- _Listed entries_
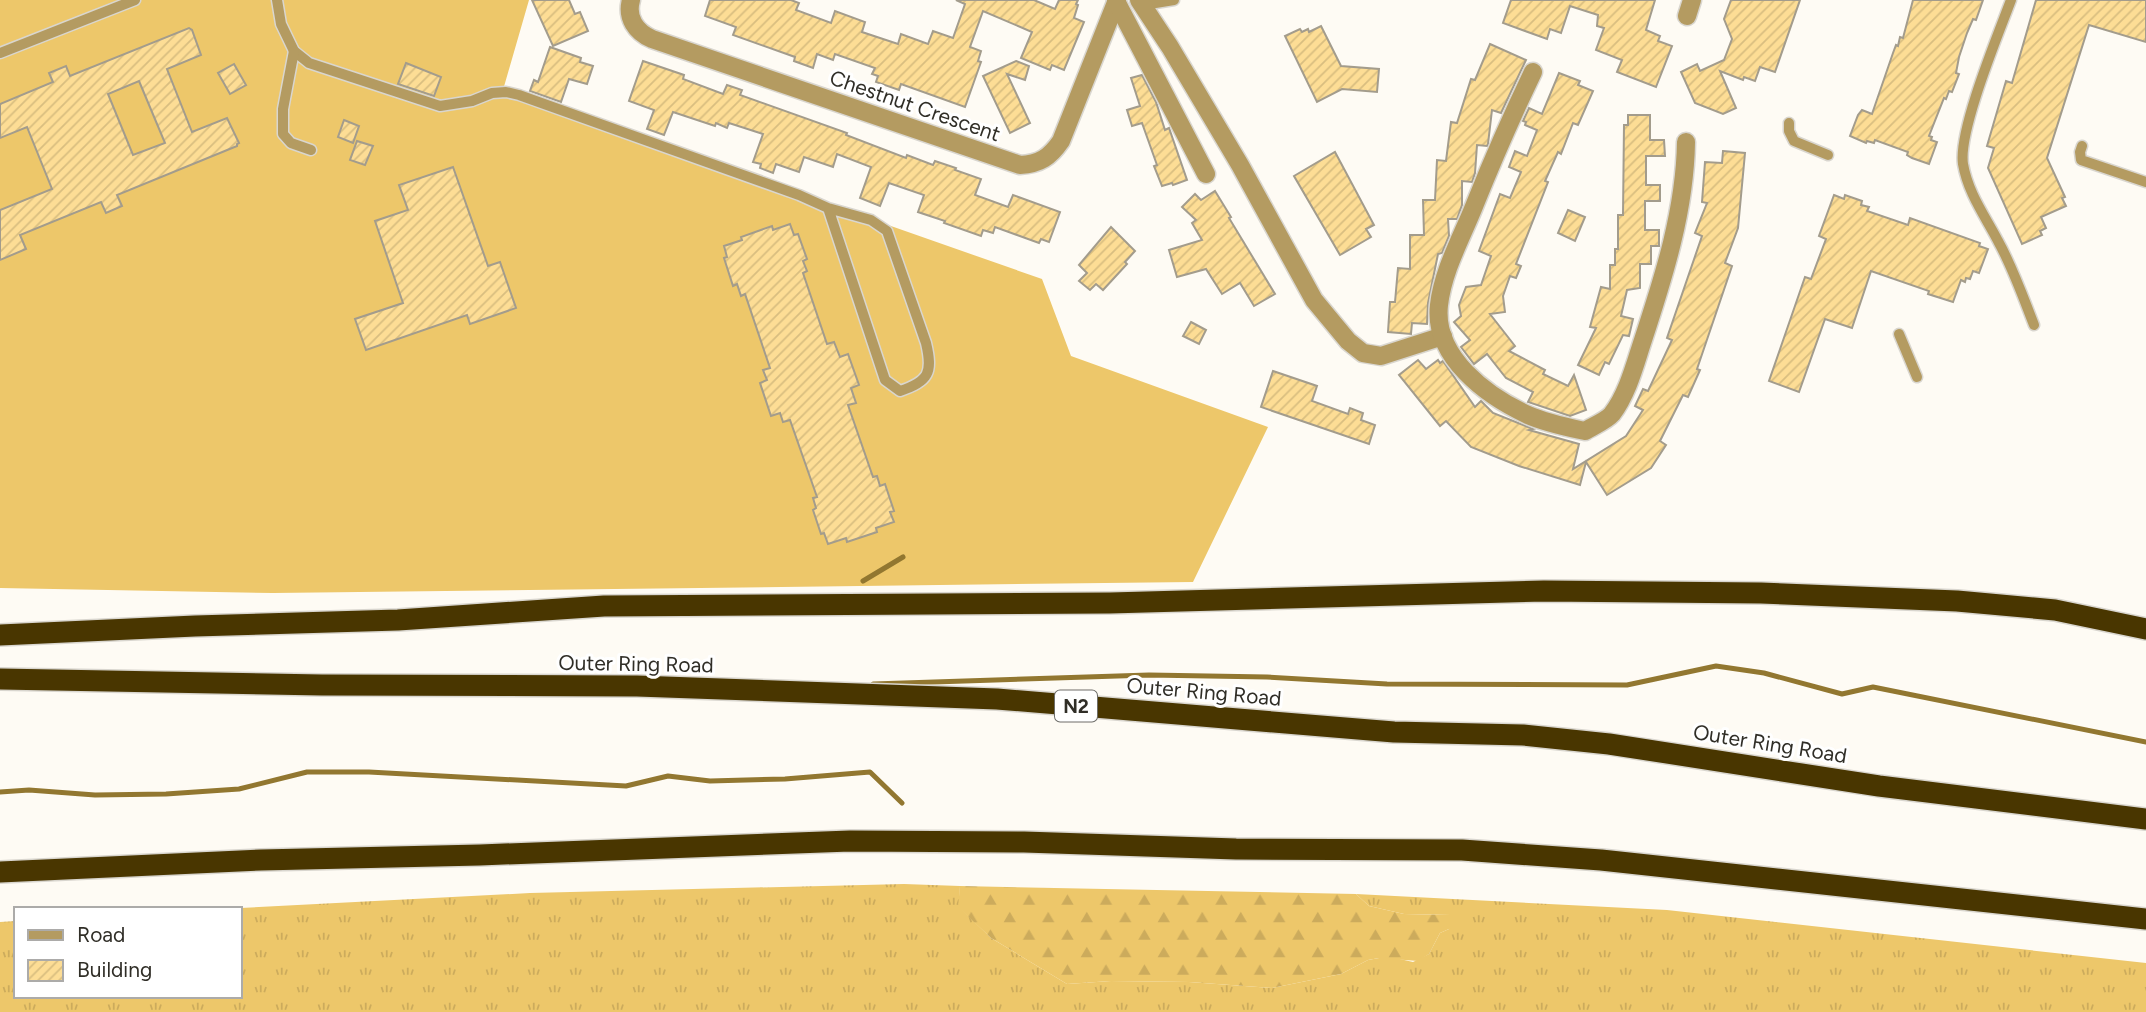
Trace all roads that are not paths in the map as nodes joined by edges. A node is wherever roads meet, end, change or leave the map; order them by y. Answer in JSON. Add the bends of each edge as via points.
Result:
{"nodes":[{"id":1,"x":135,"y":0,"type":"edge"},
{"id":2,"x":277,"y":0,"type":"edge"},
{"id":3,"x":631,"y":0,"type":"edge"},
{"id":4,"x":1174,"y":0,"type":"edge"},
{"id":5,"x":2011,"y":0,"type":"edge"},
{"id":6,"x":1117,"y":1,"type":"edge"},
{"id":7,"x":1141,"y":3,"type":"edge"},
{"id":8,"x":294,"y":51,"type":"junction"},
{"id":9,"x":0,"y":53,"type":"edge"},
{"id":10,"x":1533,"y":72,"type":"dead end"},
{"id":11,"x":1789,"y":123,"type":"dead end"},
{"id":12,"x":1686,"y":142,"type":"dead end"},
{"id":13,"x":2082,"y":146,"type":"dead end"},
{"id":14,"x":311,"y":150,"type":"dead end"},
{"id":15,"x":1828,"y":155,"type":"dead end"},
{"id":16,"x":1206,"y":174,"type":"dead end"},
{"id":17,"x":2146,"y":182,"type":"edge"},
{"id":18,"x":828,"y":208,"type":"junction"},
{"id":19,"x":2034,"y":326,"type":"dead end"},
{"id":20,"x":1899,"y":334,"type":"dead end"},
{"id":21,"x":1443,"y":336,"type":"junction"},
{"id":22,"x":1917,"y":377,"type":"dead end"},
{"id":23,"x":2146,"y":629,"type":"edge"},
{"id":24,"x":0,"y":635,"type":"edge"},
{"id":25,"x":0,"y":679,"type":"edge"},
{"id":26,"x":2146,"y":819,"type":"edge"},
{"id":27,"x":0,"y":872,"type":"edge"},
{"id":28,"x":2146,"y":919,"type":"edge"}],
"edges":[{"from":1,"to":9,"type":"lane"},
{"from":2,"to":8,"type":"lane","via":[[281,24]]},
{"from":3,"to":6,"type":"street","name":"Chestnut Crescent","via":[[634,26],[652,39],[1020,165],[1046,159],[1061,141]]},
{"from":4,"to":7,"type":"lane"},
{"from":5,"to":19,"type":"lane","via":[[1975,103],[1962,162],[1975,202],[2011,267]]},
{"from":6,"to":16,"type":"street"},
{"from":7,"to":21,"type":"street","via":[[1240,165],[1314,300],[1348,341],[1363,353],[1381,356]]},
{"from":8,"to":14,"type":"lane","via":[[283,134],[291,143]]},
{"from":8,"to":18,"type":"lane","via":[[309,63],[440,106],[492,93],[519,95]]},
{"from":10,"to":21,"type":"street","via":[[1446,274],[1439,308]]},
{"from":11,"to":15,"type":"lane","via":[[1794,141]]},
{"from":12,"to":21,"type":"street","via":[[1681,206],[1658,294],[1625,390],[1611,416],[1585,431],[1530,416],[1492,396],[1448,349]]},
{"from":13,"to":17,"type":"lane","via":[[2081,160]]},
{"from":18,"to":18,"type":"lane","via":[[871,220],[887,231],[930,359],[929,371],[918,385],[900,391],[885,380]]},
{"from":20,"to":22,"type":"lane"},
{"from":23,"to":24,"type":"highway","via":[[2055,610],[1957,601],[1544,591],[1110,603],[604,606],[398,620]]},
{"from":25,"to":26,"type":"highway","name":"Outer Ring Road","number":"N2","via":[[637,687],[997,699],[1394,732],[1585,741],[1879,786]]},
{"from":27,"to":28,"type":"highway","via":[[850,841],[1462,850],[1601,860]]}]}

- _Work to be completed_
Copy each line above where the string "street" occurs.

- _Answer to the exercise_
{"from":3,"to":6,"type":"street","name":"Chestnut Crescent","via":[[634,26],[652,39],[1020,165],[1046,159],[1061,141]]},
{"from":6,"to":16,"type":"street"},
{"from":7,"to":21,"type":"street","via":[[1240,165],[1314,300],[1348,341],[1363,353],[1381,356]]},
{"from":10,"to":21,"type":"street","via":[[1446,274],[1439,308]]},
{"from":12,"to":21,"type":"street","via":[[1681,206],[1658,294],[1625,390],[1611,416],[1585,431],[1530,416],[1492,396],[1448,349]]},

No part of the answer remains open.